Precisamos estabelecer limites, sem machucar nosso amor-próprio, para que não nos percamos de nós mesmos, para que não priorizemos somente o outro, em detrimento de nossas vidas. Precisamos ser alguém que sente e não algo que é útil. Precisamos de carinho, de calor humano, de telefonemas bobos e de conversas sobre nada.
Todos conhecemos alguém que está sempre presente e pronto para tudo, principalmente quando é necessário resolver algum problema ou quando algo de ruim acontece. É aquela pessoa para quem telefonamos quando estamos apurados, quando estamos num dilema, quando não dará tempo de fazer algo e precisamos de uma mão. É a primeira opção de nossa agenda de contatos, sempre que alguma coisa sai do prumo, pois sabemos que poderemos contar com sua ajuda, com seu discernimento, com sua presença que seja.
Da mesma forma, existem pessoas que tomam essa dianteira também em seus relacionamentos amorosos, pegando para si toda a carga de responsabilidade que deveria ser dividida. E então serão sempre elas que decidirão o que e onde comer, quando e para onde viajar no feriado, qual shopping visitar, qual loja entrar, qual conta pagar. Desde a escolha da cortina até a reforma do banheiro ou a compra de um novo carro, tudo, nesses casos, é decidido sempre por um dos parceiros.
Pessoas decididas e resolutas, que possuem a capacidade de buscar soluções, de ajudar sem titubear, de estar presente assim que for preciso, são muito queridas e imprescindíveis nos momentos de tempestade principalmente, porque sabemos que elas estarão ali nos ajudando, amparando nossas quedas e tomando as decisões que não estaremos aptos a tomar. No entanto, da mesma forma que nos lembramos delas quando tudo vai mal, é preciso que não as esqueçamos quando tudo vai bem.

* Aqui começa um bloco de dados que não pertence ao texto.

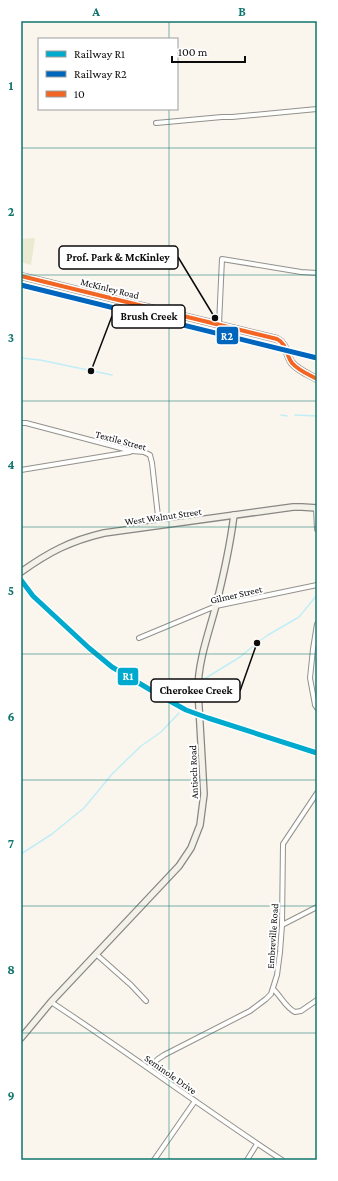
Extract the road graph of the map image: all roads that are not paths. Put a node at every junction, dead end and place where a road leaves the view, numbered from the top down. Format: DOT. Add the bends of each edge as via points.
graph roads {
  1 [pos="317,109"];
  2 [pos="156,122"];
  3 [pos="317,273"];
  4 [pos="21,276"];
  5 [pos="218,324"];
  6 [pos="317,378"];
  7 [pos="21,423"];
  8 [pos="132,451"];
  9 [pos="21,470"];
  10 [pos="316,508"];
  11 [pos="234,515"];
  12 [pos="159,525"];
  13 [pos="317,529"];
  14 [pos="21,572"];
  15 [pos="317,585"];
  16 [pos="216,606"];
  17 [pos="317,624"];
  18 [pos="139,638"];
  19 [pos="315,649"];
  20 [pos="317,708"];
  21 [pos="317,794"];
  22 [pos="317,907"];
  23 [pos="282,925"];
  24 [pos="96,954"];
  25 [pos="273,989"];
  26 [pos="317,1000"];
  27 [pos="146,1001"];
  28 [pos="51,1002"];
  29 [pos="21,1038"];
  30 [pos="149,1068"];
  31 [pos="195,1101"];
  32 [pos="258,1144"];
  33 [pos="154,1160"];
  34 [pos="247,1160"];
  35 [pos="282,1160"];
  1 -- 2 [label="street"];
  3 -- 5 [label="street" via="222,258"];
  4 -- 5 [label="street, McKinley Road"];
  5 -- 6 [label="street, McKinley Road" via="281,341 292,363 299,370"];
  7 -- 8 [label="street, Textile Street"];
  8 -- 9 [label="street"];
  8 -- 12 [label="street, Textile Street" via="150,455"];
  10 -- 11 [label="street, West Walnut Street" via="293,507"];
  10 -- 13 [label="street"];
  11 -- 12 [label="street, West Walnut Street"];
  11 -- 16 [label="street, Antioch Road"];
  12 -- 14 [label="street, West Walnut Street" via="80,539 50,552"];
  15 -- 16 [label="street, Gilmer Street"];
  16 -- 18 [label="street, Gilmer Street"];
  16 -- 24 [label="street, Antioch Road" via="198,675 204,794 200,825 191,848 178,866"];
  17 -- 19 [label="street"];
  19 -- 20 [label="street" via="310,678"];
  21 -- 23 [label="street, Embreville Road" via="283,844"];
  22 -- 23 [label="street"];
  23 -- 25 [label="street, Embreville Road" via="277,975"];
  24 -- 27 [label="street"];
  24 -- 28 [label="street, Antioch Road"];
  25 -- 26 [label="street" via="295,1012"];
  25 -- 30 [label="street, Embreville Road" via="266,999 250,1010 164,1055"];
  28 -- 29 [label="street, Antioch Road"];
  28 -- 30 [label="street, Seminole Drive"];
  30 -- 31 [label="street, Seminole Drive"];
  31 -- 32 [label="street, Seminole Drive"];
  31 -- 33 [label="street"];
  32 -- 34 [label="street"];
  32 -- 35 [label="street, Seminole Drive"];
}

Estarmos sempre prontos e presentes para ajudar é gratificante, faz bem e nos torna cada vez mais pessoas melhores, maduras e de bem com a vida, pois acabamos não nos desequilibrando diante dos nossos próprios problemas, seguros que estaremos para lidar com os reveses, encarando as derrotas com sobriedade. Não precisaremos de reconhecimento explícito, uma vez que fará parte de nossa natureza a iniciativa de enfrentar a vida a cada tombo, toda vez que ela disser não.
Porém, lidar com a ingratidão será uma de nossas necessidades, nesse percurso, porque nem sempre nos retornarão agradecimentos e sorrisos suficientes, nem sempre haverá quem reconhecerá o que fizemos, quem ao menos dirá “obrigado”, quem se lembre de nós quando chegar a hora da diversão, da calmaria. Por menos que precisemos de reconhecimento, a insistência em se doar sem receber nada de volta cansa e esgota as energias, pois afetividade que vai sem volta não se sustenta, não dura muito. Nada faz morada onde não haja encontro, onde o eco vazio é a única resposta obtida.
Ajudar a quem precisa é uma atitude prazerosa e gratificante por si só, porém, dói perceber-se como alguém que só é interessante quando o outro precisa, por mais altruístas que possamos ser. Precisamos estabelecer limites, sem machucar nosso amor-próprio, para que não nos percamos de nós mesmos, para que não priorizemos somente o outro, em detrimento de nossas vidas. Precisamos ser alguém que sente e não algo que é útil. Precisamos de carinho, de calor humano, de telefonemas bobos e de conversas sobre nada.
Podermos ajudar, trazer conforto e buscar soluções é maravilhoso, mas estarmos presentes e sermos queridos tanto na chuva, quanto nos dias de sol quente, é o que nos tornará mais seguros e felizes. Porque um dia a gente morre, mas em todos os outros a gente vive – e viver junto é bom demais.